Wednesday, June 14, 2017


According to Shakespeare, a rose by any other name would smell as sweet.

Maybe that works in cases of love — the quote is from Romeo and Juliet, in case you missed that lit class — but maybe not so much when it comes to automobiles.

Consider, for example, the Infiniti Q60.

When introduced as a G35 replacing the outdated G20 in the company’s lineup, it played to generally good reviews. Car & Driver’s Aaron Robinson wrote: “The G35 coupe is the most appealing article to slide down the Infiniti chute since the original Q.”

When it morphed into the G37 because of its slightly bigger engine, the G37 coupe still carried a lot of verve. The anonymous reviewer for called the 2008 G37 coupe “a hoot to drive” while praising the interior for its abundance of quality materials and high-tech features offered.

Then a couple of years ago, when the company announced its policy of labeling its cars with a “Q” designation and its SUVs “QX” followed by a number corresponding to the vehicle’s place in the overall lineup, the G37 coupe became the Q60 and the G37 sedan the Q50.

So what do we hear about the redesigned 2017 Q60?

Well, the U.S. News & World Report’s usual analysis of reviews of luxury small cars rates the Q60 no better than tied for 18th with the Acura ILX and Buick Cascada in a field of 20 luxury small cars. Not that it is a bad car, the magazine notes. Just that in such high class competition, it rates as merely “OK.”

When it comes to performance, Autoblog says the Q60 “underwhelms,” and the New York Daily News groans that “despite its performance-oriented specifications, gorgeous body, and promise of a relaxed driving experience, it’s still tough to get excited about the new 2017 Infiniti Q60.”

At least Automobile Magazine had good things to say about the “clean and elegant finish” of the interior.

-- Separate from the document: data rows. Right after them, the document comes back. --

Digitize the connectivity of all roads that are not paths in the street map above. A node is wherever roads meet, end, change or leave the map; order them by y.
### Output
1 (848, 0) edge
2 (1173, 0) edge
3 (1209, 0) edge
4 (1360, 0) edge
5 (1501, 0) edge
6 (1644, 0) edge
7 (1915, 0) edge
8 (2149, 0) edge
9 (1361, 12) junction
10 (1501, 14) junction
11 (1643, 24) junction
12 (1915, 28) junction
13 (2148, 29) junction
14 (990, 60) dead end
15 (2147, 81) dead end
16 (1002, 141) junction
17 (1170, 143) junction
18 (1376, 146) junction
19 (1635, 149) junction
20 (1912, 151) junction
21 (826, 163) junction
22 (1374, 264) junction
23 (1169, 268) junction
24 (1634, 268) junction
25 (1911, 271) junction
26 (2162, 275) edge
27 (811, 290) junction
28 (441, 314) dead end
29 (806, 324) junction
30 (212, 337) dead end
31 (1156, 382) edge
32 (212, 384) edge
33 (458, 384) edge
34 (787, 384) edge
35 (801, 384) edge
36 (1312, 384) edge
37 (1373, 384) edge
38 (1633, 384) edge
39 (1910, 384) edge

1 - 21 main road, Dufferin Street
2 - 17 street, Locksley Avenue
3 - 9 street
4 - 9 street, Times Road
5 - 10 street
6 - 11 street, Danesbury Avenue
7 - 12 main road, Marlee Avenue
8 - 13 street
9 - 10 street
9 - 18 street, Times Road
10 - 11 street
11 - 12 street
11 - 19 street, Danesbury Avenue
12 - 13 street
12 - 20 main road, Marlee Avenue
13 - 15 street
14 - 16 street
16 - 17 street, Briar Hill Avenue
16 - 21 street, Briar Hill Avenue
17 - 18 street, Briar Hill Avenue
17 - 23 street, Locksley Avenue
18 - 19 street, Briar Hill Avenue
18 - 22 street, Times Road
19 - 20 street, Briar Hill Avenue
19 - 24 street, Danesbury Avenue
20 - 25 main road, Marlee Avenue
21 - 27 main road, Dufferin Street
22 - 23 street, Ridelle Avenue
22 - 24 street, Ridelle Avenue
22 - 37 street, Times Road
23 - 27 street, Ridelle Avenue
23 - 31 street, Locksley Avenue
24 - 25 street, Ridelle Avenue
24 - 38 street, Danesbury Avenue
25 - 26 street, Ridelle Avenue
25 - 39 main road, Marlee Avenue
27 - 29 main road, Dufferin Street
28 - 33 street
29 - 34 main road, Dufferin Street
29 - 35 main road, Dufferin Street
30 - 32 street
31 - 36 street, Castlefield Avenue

So what happened? Did Nissan engineers and designers take a dose of stupid pills along with the name change?

I don’t think so.

After spending a week in the 2017 Infiniti Q60 Red Sport 400, I’d be hard-pressed to come up with 17 cars to put ahead of it in its class.

First, it has the inherent sexiness of a coupe’s profile. You can even see a familial resemblance to parent company Nissan’s 370Z sports coupe in its profile.

Next, inside it has the requisite luxury leather and niceties for its segment, like some carbon fiber trim touches. Door handles are placed at a convenient spot, and the steering wheel and shift lever get the full leather treatment.

Riders in front get up to 43.1 inches of legroom while the two in the back, who are separated by a mini-console featuring two small cupholders and a small flat space for, um, well I’m not really sure that it would be for, get 35.1 inches of legroom and, despite the sloping roofline, 34.5 inches of headroom.

Infiniti calls the overall theme for the cabin “driver-centric” and “passenger-minded.” I call it elegant and comfortable.

The center stack features two screens for operation of Infiniti’s In-Touch infotainment system. This cleans up the dash from an excessive number of buttons and knobs, but it doesn’t make for the most intuitive of operating systems. Also, without the available navigation system, the top screen has a rather bland look about it that takes away from the overall appeal of the flowing dash design.

The powertrain is where the Q60 really delivers.

The Red Sport 400 that served as my test vehicle came with a new 3.0-liter twin-turbo V6 engine tuned to 400 horsepower and 350 pound-feet of torque, which folks running the website clocked at 4.5 seconds from zero to 60 mph.

With that engine mated to a seven-speed automatic transmission with paddle shifters, the Red Sport’s fuel mileage ratings are 20 miles-per-gallon city, 27 highway, and 22 combined, though the computer showed that I was getting closer to 24 in mostly around-town driving.

A 300-hp V6 and 2.0-liter 4-banger rated at 208 horsepower are the other engine choices in the Q60 portfolio.

Starting MSRP for the 2017 Q60 is $39,855 (including destination and delivery) for the Q60 2.0t with rear-wheel drive. The top-of-the-line Q60 Red Sport 400 checks in at $52,205. All-wheel drive adds $2,000 to the MSRP.

What I liked about the 2017 Infiniti Q60 Red Sport 400: Set in Sport-Plus (one of six driving modes along with Standard, Sport, Personal, Snow, and Eco) it delivers a fun driving experience. Some reviews criticize it for poor steering feedback, but I have found that’s not uncommon for steer-by-wire systems. I experienced no issues.

What I didn’t like about the 2017 Infiniti Q60 Red Sport 400: Though the system responded quickly and accurately with voice commands, the operation of the In Touch system overall could use some fine-tuning. I happen to like the two-screen approach (some don’t) but the steps for the various functions need a review to make it more intuitive.

Would I buy the 2017 Infiniti Q60 Red Sport 400? Yes. The small luxury segment is a competitive one with lots of good choices, but the Q60 needs to be on your list if you are shopping in the segment.